→ **What needs to be done**
Print each record that follows exactly, leaving the pictures behind.

┄┄┄┄┄┄┄┄┄┄

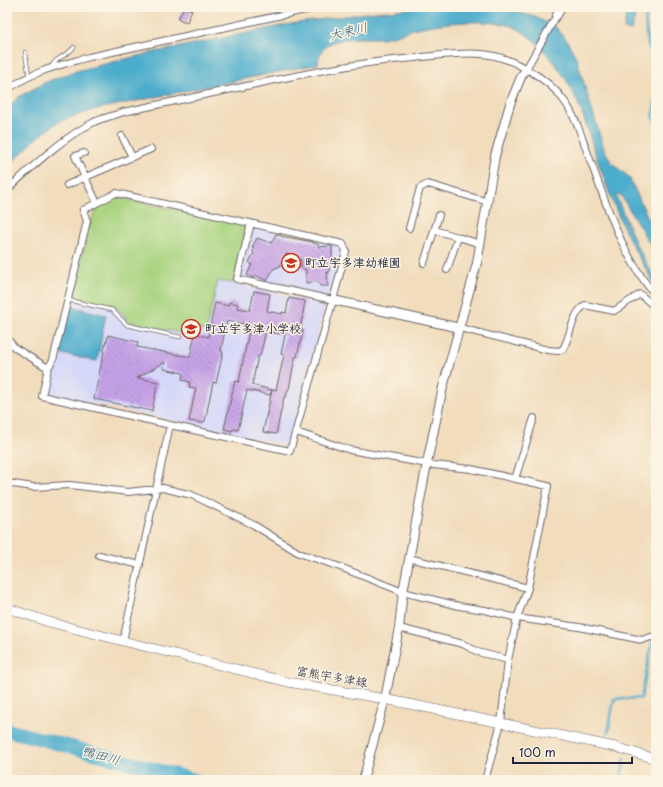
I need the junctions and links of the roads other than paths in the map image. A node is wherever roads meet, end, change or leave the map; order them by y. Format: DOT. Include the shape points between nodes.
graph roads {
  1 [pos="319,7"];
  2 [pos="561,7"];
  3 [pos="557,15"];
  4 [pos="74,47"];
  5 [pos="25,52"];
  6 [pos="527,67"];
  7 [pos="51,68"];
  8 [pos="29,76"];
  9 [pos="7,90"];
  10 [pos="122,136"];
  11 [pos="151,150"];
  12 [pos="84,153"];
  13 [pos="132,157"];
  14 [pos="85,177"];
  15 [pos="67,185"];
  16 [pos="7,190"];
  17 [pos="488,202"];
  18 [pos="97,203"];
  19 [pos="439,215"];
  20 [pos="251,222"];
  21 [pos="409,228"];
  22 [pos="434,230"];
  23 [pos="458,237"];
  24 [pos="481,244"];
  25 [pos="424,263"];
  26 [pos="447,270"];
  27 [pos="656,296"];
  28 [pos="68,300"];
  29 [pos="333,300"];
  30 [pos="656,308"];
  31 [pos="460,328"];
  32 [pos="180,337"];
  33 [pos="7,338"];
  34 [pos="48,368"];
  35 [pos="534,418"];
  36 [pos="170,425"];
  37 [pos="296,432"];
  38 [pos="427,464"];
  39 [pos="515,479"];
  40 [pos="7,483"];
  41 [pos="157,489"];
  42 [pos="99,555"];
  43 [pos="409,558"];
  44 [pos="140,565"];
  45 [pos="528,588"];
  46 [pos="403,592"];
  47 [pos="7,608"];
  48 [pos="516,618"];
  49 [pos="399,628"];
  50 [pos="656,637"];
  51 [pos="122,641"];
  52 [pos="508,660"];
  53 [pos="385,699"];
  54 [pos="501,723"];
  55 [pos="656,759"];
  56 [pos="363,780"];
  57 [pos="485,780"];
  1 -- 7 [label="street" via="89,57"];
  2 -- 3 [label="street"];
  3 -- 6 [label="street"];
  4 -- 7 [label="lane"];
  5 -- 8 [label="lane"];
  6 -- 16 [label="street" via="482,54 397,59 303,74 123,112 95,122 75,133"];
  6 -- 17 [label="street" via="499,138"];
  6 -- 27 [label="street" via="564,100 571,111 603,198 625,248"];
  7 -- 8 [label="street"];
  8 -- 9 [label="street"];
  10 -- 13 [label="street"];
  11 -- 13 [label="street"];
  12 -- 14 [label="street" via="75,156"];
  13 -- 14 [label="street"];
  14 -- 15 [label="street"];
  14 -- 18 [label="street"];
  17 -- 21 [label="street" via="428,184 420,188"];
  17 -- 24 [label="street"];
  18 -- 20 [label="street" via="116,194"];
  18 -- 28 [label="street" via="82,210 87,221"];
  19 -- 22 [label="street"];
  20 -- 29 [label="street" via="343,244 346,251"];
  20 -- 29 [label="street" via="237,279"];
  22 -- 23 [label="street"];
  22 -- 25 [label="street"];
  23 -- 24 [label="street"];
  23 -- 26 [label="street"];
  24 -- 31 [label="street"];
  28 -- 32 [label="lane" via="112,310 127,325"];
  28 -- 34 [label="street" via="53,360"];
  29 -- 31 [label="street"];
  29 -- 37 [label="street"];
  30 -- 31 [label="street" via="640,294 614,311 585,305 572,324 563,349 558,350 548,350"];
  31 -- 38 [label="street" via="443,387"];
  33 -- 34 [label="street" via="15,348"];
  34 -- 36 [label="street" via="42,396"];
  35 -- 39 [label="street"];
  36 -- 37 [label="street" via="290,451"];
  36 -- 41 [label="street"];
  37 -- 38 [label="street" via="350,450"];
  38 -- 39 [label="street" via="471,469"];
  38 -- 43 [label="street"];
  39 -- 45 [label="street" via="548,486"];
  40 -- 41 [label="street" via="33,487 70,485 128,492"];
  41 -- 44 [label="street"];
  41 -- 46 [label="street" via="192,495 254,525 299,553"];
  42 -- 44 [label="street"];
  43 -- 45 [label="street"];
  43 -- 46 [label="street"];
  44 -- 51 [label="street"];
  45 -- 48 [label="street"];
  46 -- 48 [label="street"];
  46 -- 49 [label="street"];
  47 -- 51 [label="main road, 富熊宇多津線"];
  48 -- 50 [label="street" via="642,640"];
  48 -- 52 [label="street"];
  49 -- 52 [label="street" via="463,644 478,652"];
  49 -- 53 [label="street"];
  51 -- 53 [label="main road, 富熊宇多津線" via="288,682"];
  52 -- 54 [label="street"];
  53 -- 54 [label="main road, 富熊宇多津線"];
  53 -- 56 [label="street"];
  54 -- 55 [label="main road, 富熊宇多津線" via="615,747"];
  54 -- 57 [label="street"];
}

┄┄┄┄┄┄┄┄┄┄

→ **Answer to this exercise**
I need the junctions and links of the roads other than paths in the map image. A node is wherever roads meet, end, change or leave the map; order them by y. Format: DOT. Include the shape points between nodes.
graph roads {
  1 [pos="319,7"];
  2 [pos="561,7"];
  3 [pos="557,15"];
  4 [pos="74,47"];
  5 [pos="25,52"];
  6 [pos="527,67"];
  7 [pos="51,68"];
  8 [pos="29,76"];
  9 [pos="7,90"];
  10 [pos="122,136"];
  11 [pos="151,150"];
  12 [pos="84,153"];
  13 [pos="132,157"];
  14 [pos="85,177"];
  15 [pos="67,185"];
  16 [pos="7,190"];
  17 [pos="488,202"];
  18 [pos="97,203"];
  19 [pos="439,215"];
  20 [pos="251,222"];
  21 [pos="409,228"];
  22 [pos="434,230"];
  23 [pos="458,237"];
  24 [pos="481,244"];
  25 [pos="424,263"];
  26 [pos="447,270"];
  27 [pos="656,296"];
  28 [pos="68,300"];
  29 [pos="333,300"];
  30 [pos="656,308"];
  31 [pos="460,328"];
  32 [pos="180,337"];
  33 [pos="7,338"];
  34 [pos="48,368"];
  35 [pos="534,418"];
  36 [pos="170,425"];
  37 [pos="296,432"];
  38 [pos="427,464"];
  39 [pos="515,479"];
  40 [pos="7,483"];
  41 [pos="157,489"];
  42 [pos="99,555"];
  43 [pos="409,558"];
  44 [pos="140,565"];
  45 [pos="528,588"];
  46 [pos="403,592"];
  47 [pos="7,608"];
  48 [pos="516,618"];
  49 [pos="399,628"];
  50 [pos="656,637"];
  51 [pos="122,641"];
  52 [pos="508,660"];
  53 [pos="385,699"];
  54 [pos="501,723"];
  55 [pos="656,759"];
  56 [pos="363,780"];
  57 [pos="485,780"];
  1 -- 7 [label="street" via="89,57"];
  2 -- 3 [label="street"];
  3 -- 6 [label="street"];
  4 -- 7 [label="lane"];
  5 -- 8 [label="lane"];
  6 -- 16 [label="street" via="482,54 397,59 303,74 123,112 95,122 75,133"];
  6 -- 17 [label="street" via="499,138"];
  6 -- 27 [label="street" via="564,100 571,111 603,198 625,248"];
  7 -- 8 [label="street"];
  8 -- 9 [label="street"];
  10 -- 13 [label="street"];
  11 -- 13 [label="street"];
  12 -- 14 [label="street" via="75,156"];
  13 -- 14 [label="street"];
  14 -- 15 [label="street"];
  14 -- 18 [label="street"];
  17 -- 21 [label="street" via="428,184 420,188"];
  17 -- 24 [label="street"];
  18 -- 20 [label="street" via="116,194"];
  18 -- 28 [label="street" via="82,210 87,221"];
  19 -- 22 [label="street"];
  20 -- 29 [label="street" via="343,244 346,251"];
  20 -- 29 [label="street" via="237,279"];
  22 -- 23 [label="street"];
  22 -- 25 [label="street"];
  23 -- 24 [label="street"];
  23 -- 26 [label="street"];
  24 -- 31 [label="street"];
  28 -- 32 [label="lane" via="112,310 127,325"];
  28 -- 34 [label="street" via="53,360"];
  29 -- 31 [label="street"];
  29 -- 37 [label="street"];
  30 -- 31 [label="street" via="640,294 614,311 585,305 572,324 563,349 558,350 548,350"];
  31 -- 38 [label="street" via="443,387"];
  33 -- 34 [label="street" via="15,348"];
  34 -- 36 [label="street" via="42,396"];
  35 -- 39 [label="street"];
  36 -- 37 [label="street" via="290,451"];
  36 -- 41 [label="street"];
  37 -- 38 [label="street" via="350,450"];
  38 -- 39 [label="street" via="471,469"];
  38 -- 43 [label="street"];
  39 -- 45 [label="street" via="548,486"];
  40 -- 41 [label="street" via="33,487 70,485 128,492"];
  41 -- 44 [label="street"];
  41 -- 46 [label="street" via="192,495 254,525 299,553"];
  42 -- 44 [label="street"];
  43 -- 45 [label="street"];
  43 -- 46 [label="street"];
  44 -- 51 [label="street"];
  45 -- 48 [label="street"];
  46 -- 48 [label="street"];
  46 -- 49 [label="street"];
  47 -- 51 [label="main road, 富熊宇多津線"];
  48 -- 50 [label="street" via="642,640"];
  48 -- 52 [label="street"];
  49 -- 52 [label="street" via="463,644 478,652"];
  49 -- 53 [label="street"];
  51 -- 53 [label="main road, 富熊宇多津線" via="288,682"];
  52 -- 54 [label="street"];
  53 -- 54 [label="main road, 富熊宇多津線"];
  53 -- 56 [label="street"];
  54 -- 55 [label="main road, 富熊宇多津線" via="615,747"];
  54 -- 57 [label="street"];
}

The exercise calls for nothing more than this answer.